Abbas, though, said the problem with disseminating the list is that the list itself is so faulty and littered with so many innocent names that, for all practical matters, the list is merely a compilation of “innocent Muslims who have never committed a crime.”
“It is a fool’s errand,” Abbas said of the watchlist’s purported goal. “They are trying to predict, among the innocent, which people will be terrorists. That is an impossibility.”
This story has corrected the spelling Gadeir Abbas’ first name.
III. More than 1,000 private entities have access to terrorism watch list, government says
By Rachel Weiner
February 20
Muslims who have been put on the government’s secretive terrorism watch list are demanding to know more about the 1,441 private entities that have access.
The number was revealed recently through litigation in Alexandria federal court, one of a half-dozen lawsuits related to the watch list filed by the Council on American-Islamic Relations. On Friday, CAIR will ask a federal judge to force the government to release the names of the private entities and explain how they access the list.
The massive, classified database was created after the 9/11 terrorist attacks to track people deemed potentially dangerous who had not committed crimes. In litigation, CAIR has argued that the terrorism database and the no-fly list that comes out of it ensnare and stigmatize innocent people.
In a deposition last October, an FBI official said he was “not aware of any” private entities that had access to the database through the National Crime Information Center.

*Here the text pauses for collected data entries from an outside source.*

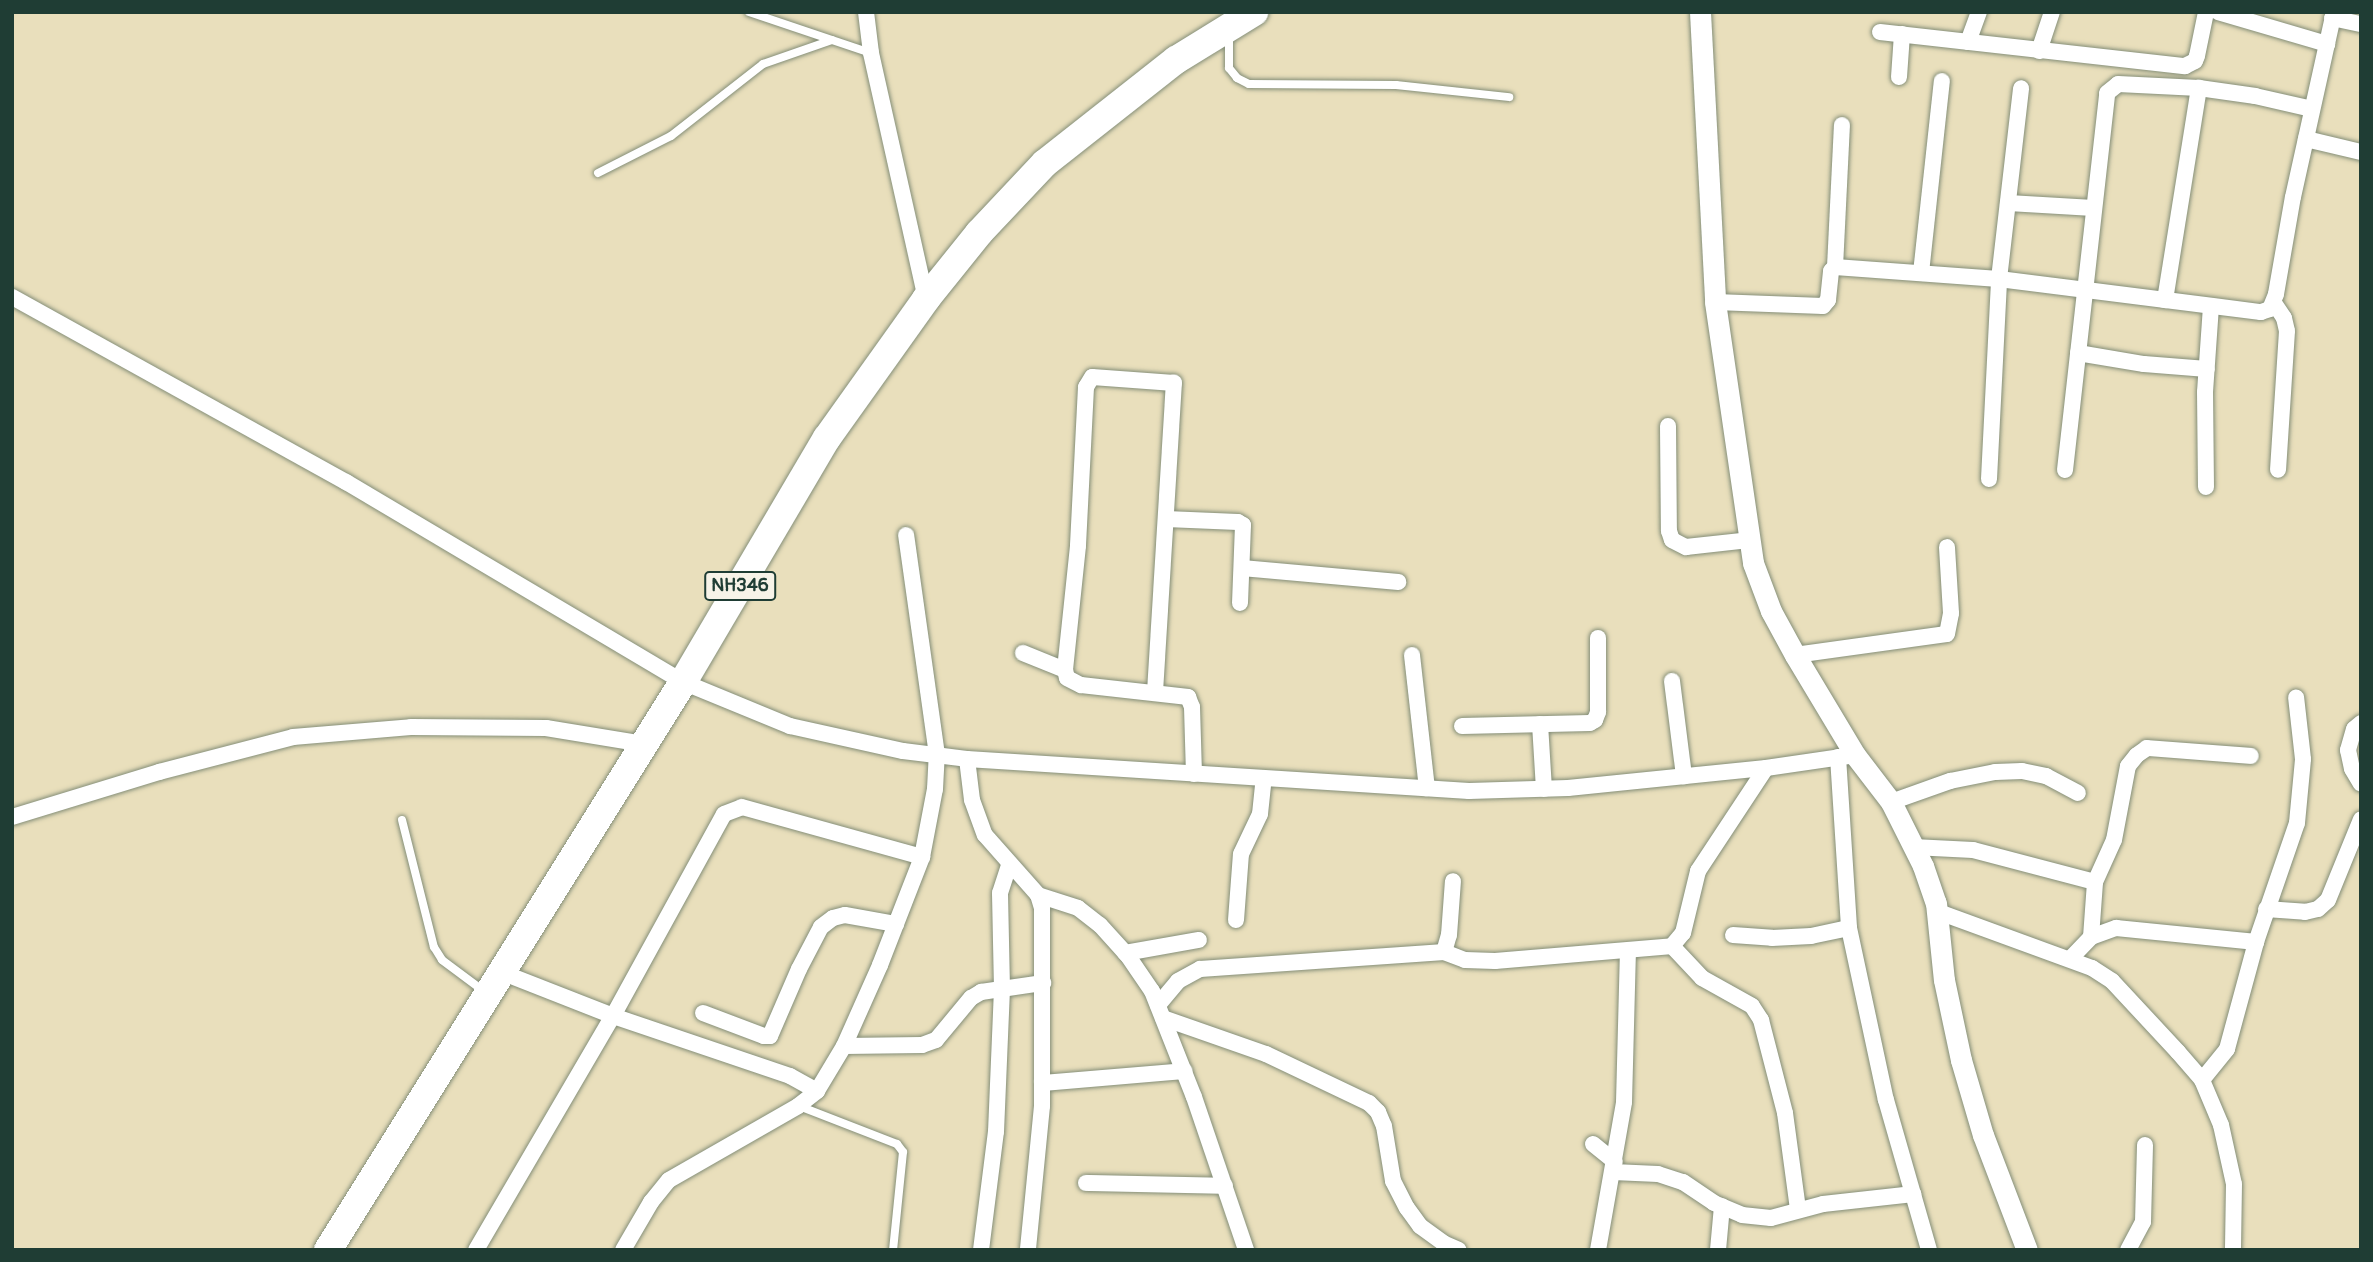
<!DOCTYPE html>
<style>
body{margin:0}
#map{position:relative;width:2373px;height:1262px;overflow:hidden;background:#e9dfbc;font-family:Pangolin,sans-serif}
div>[style]{position:absolute}
[style*='--x']{left:calc(var(--x)*1px);top:calc(var(--y)*1px);width:calc(var(--w)*1px);rotate:calc(var(--a)*1deg)}
.roads{filter:drop-shadow(0 0 2px #848e78) drop-shadow(0 0 2px #848e78)}
.lane>*{height:8px;margin:-4px;padding:0 4px;transform-origin:4px;border-radius:4px;background:#fff}
.street>*{height:16px;margin:-8px;padding:0 8px;transform-origin:8px;border-radius:8px;background:#fff}
.secondary>*{height:21px;margin:-10.5px;padding:0 10.5px;transform-origin:10.5px;border-radius:10.5px;background:#fff}
.highway>*{height:28px;margin:-14px;padding:0 14px;transform-origin:14px;border-radius:14px;background:#fff}
span{translate:-50% -50%;white-space:nowrap;text-align:center;line-height:1.15;-webkit-text-stroke:5px #f7f3e8;paint-order:stroke}
.shield-label span{padding:2px 5px;background:#f7f3e8;border:2px solid;border-radius:5px;-webkit-text-stroke-width:0}
.shield-label{font-size:19px;color:#1f3d34;font-weight:700}
.frame{position:absolute;inset:0;border:14px solid #1f3d34;pointer-events:none}
</style>
<div id="map">
<div class="roads">
<div class="lane">
<div style="--x:749;--y:12;--w:129;--a:18.6"></div>
<div style="--x:1229;--y:35;--w:33;--a:90"></div>
<div style="--x:1229;--y:68;--w:13;--a:51"></div>
<div style="--x:1237;--y:78;--w:13;--a:27"></div>
<div style="--x:1249;--y:84;--w:147;--a:0.4"></div>
<div style="--x:1396;--y:85;--w:114;--a:6.1"></div>
<div style="--x:598;--y:173;--w:82;--a:-26.9"></div>
<div style="--x:671;--y:136;--w:117;--a:-38"></div>
<div style="--x:763;--y:64;--w:73;--a:-19.2"></div>
<div style="--x:402;--y:820;--w:131;--a:75.9"></div>
<div style="--x:434;--y:947;--w:15;--a:58"></div>
<div style="--x:442;--y:960;--w:54;--a:36.7"></div>
<div style="--x:799;--y:1106;--w:105;--a:21.2"></div>
<div style="--x:897;--y:1144;--w:10;--a:53"></div>
<div style="--x:903;--y:1152;--w:99;--a:95.8"></div>
</div>
<div class="street">
<div style="--x:866;--y:12;--w:41;--a:83"></div>
<div style="--x:871;--y:53;--w:252;--a:77.4"></div>
<div style="--x:2218;--y:12;--w:114;--a:16.4"></div>
<div style="--x:2332;--y:18;--w:30;--a:12"></div>
<div style="--x:1880;--y:32;--w:307;--a:6.4"></div>
<div style="--x:2185;--y:66;--w:11;--a:-27"></div>
<div style="--x:2195;--y:61;--w:5;--a:-68"></div>
<div style="--x:2197;--y:56;--w:45;--a:-78.4"></div>
<div style="--x:1968;--y:42;--w:32;--a:-70"></div>
<div style="--x:2039;--y:51;--w:41;--a:-71.6"></div>
<div style="--x:1899;--y:77;--w:43;--a:-86"></div>
<div style="--x:2306;--y:139;--w:57;--a:13.3"></div>
<div style="--x:2008;--y:203;--w:86;--a:3.3"></div>
<div style="--x:1835;--y:267;--w:142;--a:-87.2"></div>
<div style="--x:1921;--y:273;--w:193;--a:-83.8"></div>
<div style="--x:12;--y:297;--w:382;--a:29"></div>
<div style="--x:346;--y:482;--w:392;--a:30.7"></div>
<div style="--x:683;--y:682;--w:116;--a:22.4"></div>
<div style="--x:790;--y:726;--w:116;--a:12.5"></div>
<div style="--x:903;--y:751;--w:64;--a:7.1"></div>
<div style="--x:967;--y:759;--w:503;--a:3.65"></div>
<div style="--x:1469;--y:791;--w:99;--a:-1.7"></div>
<div style="--x:1568;--y:788;--w:199;--a:-5.8"></div>
<div style="--x:1766;--y:768;--w:90;--a:-8.3"></div>
<div style="--x:2165;--y:300;--w:215;--a:-80.9"></div>
<div style="--x:1715;--y:302;--w:108;--a:2.1"></div>
<div style="--x:1823;--y:306;--w:8;--a:-50"></div>
<div style="--x:1828;--y:300;--w:29;--a:-84"></div>
<div style="--x:1831;--y:271;--w:6;--a:-45"></div>
<div style="--x:1835;--y:267;--w:164;--a:4.2"></div>
<div style="--x:1999;--y:279;--w:264;--a:7.2"></div>
<div style="--x:2261;--y:312;--w:9;--a:-18"></div>
<div style="--x:2270;--y:309;--w:16;--a:-68"></div>
<div style="--x:2276;--y:294;--w:98;--a:-80.1"></div>
<div style="--x:2293;--y:197;--w:189;--a:-77.5"></div>
<div style="--x:2274;--y:303;--w:18;--a:56"></div>
<div style="--x:2284;--y:318;--w:13;--a:77"></div>
<div style="--x:2287;--y:331;--w:139;--a:93.7"></div>
<div style="--x:2078;--y:353;--w:67;--a:9.5"></div>
<div style="--x:2144;--y:364;--w:63;--a:4.5"></div>
<div style="--x:1668;--y:426;--w:105;--a:89.5"></div>
<div style="--x:1669;--y:531;--w:9;--a:72"></div>
<div style="--x:1672;--y:540;--w:16;--a:27"></div>
<div style="--x:1686;--y:547;--w:63;--a:-6.3"></div>
<div style="--x:2065;--y:470;--w:379;--a:-83.6"></div>
<div style="--x:2107;--y:93;--w:14;--a:-39"></div>
<div style="--x:2118;--y:84;--w:81;--a:2.8"></div>
<div style="--x:2199;--y:88;--w:57;--a:8.1"></div>
<div style="--x:2255;--y:96;--w:58;--a:12.8"></div>
<div style="--x:1989;--y:479;--w:200;--a:-87.1"></div>
<div style="--x:1999;--y:279;--w:192;--a:-83.4"></div>
<div style="--x:2206;--y:487;--w:95;--a:-90.6"></div>
<div style="--x:2205;--y:392;--w:86;--a:-86"></div>
<div style="--x:1166;--y:519;--w:72;--a:2.4"></div>
<div style="--x:1238;--y:522;--w:6;--a:31"></div>
<div style="--x:1243;--y:525;--w:78;--a:92.2"></div>
<div style="--x:1242;--y:568;--w:157;--a:5.1"></div>
<div style="--x:1023;--y:653;--w:45;--a:22"></div>
<div style="--x:1412;--y:655;--w:134;--a:83.6"></div>
<div style="--x:1795;--y:655;--w:153;--a:-7.9"></div>
<div style="--x:1947;--y:634;--w:21;--a:-79"></div>
<div style="--x:1951;--y:613;--w:66;--a:-93.5"></div>
<div style="--x:1672;--y:681;--w:96;--a:82.8"></div>
<div style="--x:1155;--y:692;--w:310;--a:-86.5"></div>
<div style="--x:1174;--y:383;--w:82;--a:-175.8"></div>
<div style="--x:1092;--y:377;--w:12;--a:121"></div>
<div style="--x:1086;--y:387;--w:159;--a:92.9"></div>
<div style="--x:1078;--y:546;--w:125;--a:96"></div>
<div style="--x:1065;--y:670;--w:8;--a:76"></div>
<div style="--x:1067;--y:678;--w:16;--a:27"></div>
<div style="--x:1081;--y:685;--w:108;--a:6.4"></div>
<div style="--x:1188;--y:697;--w:11;--a:68"></div>
<div style="--x:1192;--y:707;--w:67;--a:88.3"></div>
<div style="--x:2361;--y:723;--w:9;--a:139"></div>
<div style="--x:2354;--y:729;--w:22;--a:106"></div>
<div style="--x:2348;--y:750;--w:19;--a:78"></div>
<div style="--x:2352;--y:769;--w:17;--a:59"></div>
<div style="--x:1540;--y:724;--w:65;--a:86.5"></div>
<div style="--x:1462;--y:726;--w:128;--a:-1.3"></div>
<div style="--x:1590;--y:723;--w:6;--a:-31"></div>
<div style="--x:1595;--y:720;--w:9;--a:-69"></div>
<div style="--x:1598;--y:712;--w:74;--a:-90"></div>
<div style="--x:1838;--y:757;--w:171;--a:86.3"></div>
<div style="--x:1849;--y:928;--w:176;--a:77.9"></div>
<div style="--x:1886;--y:1100;--w:156;--a:74"></div>
<div style="--x:967;--y:759;--w:41;--a:83"></div>
<div style="--x:972;--y:800;--w:37;--a:70"></div>
<div style="--x:985;--y:835;--w:80;--a:48.5"></div>
<div style="--x:1038;--y:895;--w:14;--a:73"></div>
<div style="--x:1042;--y:908;--w:198;--a:90"></div>
<div style="--x:1042;--y:1106;--w:145;--a:95.6"></div>
<div style="--x:1891;--y:802;--w:63;--a:-19.6"></div>
<div style="--x:1950;--y:781;--w:46;--a:-11.3"></div>
<div style="--x:1995;--y:772;--w:27;--a:-2"></div>
<div style="--x:2022;--y:771;--w:25;--a:12"></div>
<div style="--x:2046;--y:776;--w:36;--a:28"></div>
<div style="--x:12;--y:817;--w:154;--a:-17"></div>
<div style="--x:159;--y:772;--w:138;--a:-14.6"></div>
<div style="--x:293;--y:737;--w:118;--a:-4.8"></div>
<div style="--x:411;--y:727;--w:135;--a:0.4"></div>
<div style="--x:546;--y:728;--w:99;--a:9.3"></div>
<div style="--x:1913;--y:847;--w:60;--a:2.9"></div>
<div style="--x:1973;--y:850;--w:126;--a:14.7"></div>
<div style="--x:1038;--y:895;--w:42;--a:18"></div>
<div style="--x:1078;--y:908;--w:28;--a:38"></div>
<div style="--x:1100;--y:925;--w:42;--a:47.9"></div>
<div style="--x:1128;--y:956;--w:42;--a:55.6"></div>
<div style="--x:1152;--y:991;--w:114;--a:68.4"></div>
<div style="--x:1194;--y:1097;--w:162;--a:71.2"></div>
<div style="--x:2266;--y:909;--w:39;--a:4"></div>
<div style="--x:2305;--y:912;--w:13;--a:-13"></div>
<div style="--x:2318;--y:909;--w:13;--a:-42"></div>
<div style="--x:2328;--y:900;--w:87;--a:-67.8"></div>
<div style="--x:1936;--y:911;--w:166;--a:20.1"></div>
<div style="--x:2092;--y:968;--w:24;--a:33"></div>
<div style="--x:2112;--y:981;--w:97;--a:47.1"></div>
<div style="--x:2178;--y:1052;--w:37;--a:49"></div>
<div style="--x:2202;--y:1080;--w:49;--a:67.1"></div>
<div style="--x:2221;--y:1125;--w:60;--a:77.6"></div>
<div style="--x:2234;--y:1184;--w:66;--a:90.9"></div>
<div style="--x:1236;--y:920;--w:66;--a:-85.7"></div>
<div style="--x:1241;--y:854;--w:44;--a:-64.6"></div>
<div style="--x:1260;--y:814;--w:36;--a:-84"></div>
<div style="--x:1733;--y:935;--w:39;--a:4"></div>
<div style="--x:1772;--y:938;--w:39;--a:-3"></div>
<div style="--x:1811;--y:936;--w:39;--a:-12"></div>
<div style="--x:2091;--y:937;--w:55;--a:-85.8"></div>
<div style="--x:2095;--y:882;--w:46;--a:-65.7"></div>
<div style="--x:2114;--y:840;--w:75;--a:-79.3"></div>
<div style="--x:2128;--y:766;--w:14;--a:-51"></div>
<div style="--x:2137;--y:755;--w:12;--a:-35"></div>
<div style="--x:2147;--y:748;--w:104;--a:4.4"></div>
<div style="--x:1672;--y:946;--w:44;--a:46.8"></div>
<div style="--x:1702;--y:978;--w:57;--a:29.2"></div>
<div style="--x:1752;--y:1006;--w:17;--a:57"></div>
<div style="--x:1761;--y:1020;--w:96;--a:75.5"></div>
<div style="--x:1785;--y:1113;--w:97;--a:82.3"></div>
<div style="--x:1444;--y:952;--w:18;--a:-74"></div>
<div style="--x:1449;--y:935;--w:54;--a:-85.8"></div>
<div style="--x:1125;--y:953;--w:75;--a:-10"></div>
<div style="--x:2070;--y:959;--w:30;--a:-46"></div>
<div style="--x:2091;--y:937;--w:27;--a:-20"></div>
<div style="--x:2116;--y:928;--w:141;--a:5.7"></div>
<div style="--x:501;--y:972;--w:120;--a:21.4"></div>
<div style="--x:613;--y:1016;--w:187;--a:18.7"></div>
<div style="--x:790;--y:1076;--w:31;--a:29"></div>
<div style="--x:1158;--y:1005;--w:31;--a:-50"></div>
<div style="--x:1178;--y:981;--w:25;--a:-29"></div>
<div style="--x:1200;--y:969;--w:245;--a:-4"></div>
<div style="--x:1444;--y:952;--w:22;--a:21"></div>
<div style="--x:1465;--y:960;--w:30;--a:2"></div>
<div style="--x:1495;--y:961;--w:178;--a:-4.8"></div>
<div style="--x:1672;--y:946;--w:17;--a:-50"></div>
<div style="--x:1683;--y:933;--w:64;--a:-76.4"></div>
<div style="--x:1698;--y:871;--w:123;--a:-56.6"></div>
<div style="--x:703;--y:1013;--w:65;--a:20.7"></div>
<div style="--x:764;--y:1036;--w:6;--a:0"></div>
<div style="--x:770;--y:1036;--w:73;--a:-66.6"></div>
<div style="--x:799;--y:969;--w:47;--a:-62.4"></div>
<div style="--x:821;--y:927;--w:15;--a:-37"></div>
<div style="--x:833;--y:918;--w:12;--a:-14"></div>
<div style="--x:845;--y:915;--w:52;--a:10"></div>
<div style="--x:1163;--y:1018;--w:109;--a:19.3"></div>
<div style="--x:1266;--y:1054;--w:114;--a:25.4"></div>
<div style="--x:1369;--y:1103;--w:13;--a:45"></div>
<div style="--x:1378;--y:1112;--w:15;--a:67"></div>
<div style="--x:1384;--y:1126;--w:56;--a:80.7"></div>
<div style="--x:1393;--y:1181;--w:30;--a:63"></div>
<div style="--x:1407;--y:1208;--w:22;--a:54"></div>
<div style="--x:1420;--y:1226;--w:29;--a:36"></div>
<div style="--x:1443;--y:1243;--w:17;--a:24"></div>
<div style="--x:844;--y:1046;--w:78;--a:-0.7"></div>
<div style="--x:922;--y:1045;--w:15;--a:-20"></div>
<div style="--x:936;--y:1040;--w:55;--a:-50.2"></div>
<div style="--x:971;--y:998;--w:12;--a:-31"></div>
<div style="--x:981;--y:992;--w:63;--a:-8.3"></div>
<div style="--x:2202;--y:1080;--w:40;--a:-51"></div>
<div style="--x:2227;--y:1049;--w:111;--a:-74.8"></div>
<div style="--x:2256;--y:942;--w:126;--a:-71"></div>
<div style="--x:2297;--y:823;--w:64;--a:-84.6"></div>
<div style="--x:2303;--y:759;--w:62;--a:-96.4"></div>
<div style="--x:1042;--y:1083;--w:143;--a:-4.8"></div>
<div style="--x:1593;--y:1144;--w:28;--a:39"></div>
<div style="--x:1613;--y:1172;--w:45;--a:2.5"></div>
<div style="--x:1658;--y:1174;--w:26;--a:18"></div>
<div style="--x:1683;--y:1182;--w:37;--a:34"></div>
<div style="--x:1714;--y:1203;--w:30;--a:23"></div>
<div style="--x:1742;--y:1215;--w:29;--a:6"></div>
<div style="--x:1771;--y:1218;--w:54;--a:-15.1"></div>
<div style="--x:1823;--y:1204;--w:91;--a:-6.3"></div>
<div style="--x:1086;--y:1183;--w:139;--a:1.2"></div>
<div style="--x:476;--y:1250;--w:271;--a:-59.7"></div>
<div style="--x:613;--y:1016;--w:230;--a:-61.2"></div>
<div style="--x:724;--y:814;--w:19;--a:-21"></div>
<div style="--x:742;--y:807;--w:187;--a:15.5"></div>
<div style="--x:623;--y:1250;--w:56;--a:-59.7"></div>
<div style="--x:651;--y:1202;--w:28;--a:-51"></div>
<div style="--x:669;--y:1180;--w:149;--a:-29.8"></div>
<div style="--x:798;--y:1106;--w:24;--a:-38"></div>
<div style="--x:817;--y:1091;--w:52;--a:-59"></div>
<div style="--x:844;--y:1046;--w:89;--a:-66"></div>
<div style="--x:880;--y:965;--w:116;--a:-68.7"></div>
<div style="--x:922;--y:857;--w:69;--a:-79.2"></div>
<div style="--x:935;--y:789;--w:34;--a:-87"></div>
<div style="--x:937;--y:755;--w:222;--a:-98"></div>
<div style="--x:981;--y:1250;--w:119;--a:-82.8"></div>
<div style="--x:996;--y:1132;--w:143;--a:-87.6"></div>
<div style="--x:1002;--y:989;--w:96;--a:-91.2"></div>
<div style="--x:1000;--y:893;--w:29;--a:-72"></div>
<div style="--x:1598;--y:1250;--w:150;--a:-80"></div>
<div style="--x:1624;--y:1102;--w:151;--a:-88.5"></div>
<div style="--x:1718;--y:1250;--w:44;--a:-84.8"></div>
<div style="--x:2128;--y:1250;--w:32;--a:-62"></div>
<div style="--x:2143;--y:1222;--w:77;--a:-88.5"></div>
</div>
<div class="secondary">
<div style="--x:1700;--y:12;--w:290;--a:87"></div>
<div style="--x:1715;--y:302;--w:264;--a:81.7"></div>
<div style="--x:1753;--y:563;--w:51;--a:69.4"></div>
<div style="--x:1771;--y:611;--w:50;--a:61.4"></div>
<div style="--x:1795;--y:655;--w:117;--a:59"></div>
<div style="--x:1855;--y:755;--w:59;--a:52.5"></div>
<div style="--x:1891;--y:802;--w:72;--a:63.4"></div>
<div style="--x:1923;--y:866;--w:39;--a:71"></div>
<div style="--x:1936;--y:903;--w:77;--a:84.1"></div>
<div style="--x:1944;--y:980;--w:82;--a:78"></div>
<div style="--x:1961;--y:1060;--w:78;--a:73.7"></div>
<div style="--x:1983;--y:1135;--w:123;--a:69.1"></div>
</div>
<div class="highway">
<div style="--x:328;--y:1250;--w:670;--a:-57.99"></div>
<div style="--x:683;--y:682;--w:283;--a:-59.5"></div>
<div style="--x:827;--y:438;--w:171;--a:-54.5"></div>
<div style="--x:926;--y:299;--w:85;--a:-51.2"></div>
<div style="--x:979;--y:233;--w:96;--a:-46.7"></div>
<div style="--x:1045;--y:163;--w:167;--a:-38.2"></div>
<div style="--x:1176;--y:60;--w:92;--a:-31.6"></div>
</div>
</div>
<div class="shield-label">
<span style="left:740px;top:586px">NH346</span>
</div>
<div class="frame"></div>
</div>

In a court filing, which was first reported by the Associated Press, the FBI acknowledged that more than 1,000 actually did have that access.
These firms are providing criminal justice services, according to the FBI — for example, private prisons, university police and private security companies that work in government facilities or hospitals. The Transportation Security Administration also shares watch-list information with airlines.
But lawyers for CAIR say they believe the dissemination goes further, citing plaintiffs who say they have had trouble getting loans or keeping bank accounts open without explanation.
CAIR’s attorneys argue that the conflicting information from the FBI casts its handling of the list into doubt and shows the need for more transparency.
“Either they knew that they were being deceitful or the FBI exercises so little care with the watch-listing system which implicates more than a million people,” said CAIR attorney Gadeir Abbas.
In a statement, the FBI said the database “is not shared in its totality with state or local police departments or the private sector.” Only the smaller “known or suspected terrorist” list is available to them, the FBI said, and they can’t scroll through the data but must search for a particular name.
Entities requesting the data must be providing services for “the administration of criminal justices services,” the FBI said, and “must comply with agreements to ensure the security and confidentiality of the information.”
Hassan Shibly, one of the plaintiffs and the leader of CAIR Florida, said he has been on and off the watch list since he was 18 years old and has gone through long searches at airports at least 20 times.
“It’s just a consistently humiliating experience that doesn’t make the country any safer,” said Shibly, now 32.
All 25 plaintiffs were taken off the list after filing the lawsuit, but Abbas said they have continued to face problems because of their earlier inclusion.
Devlin Barrett contributed to this report.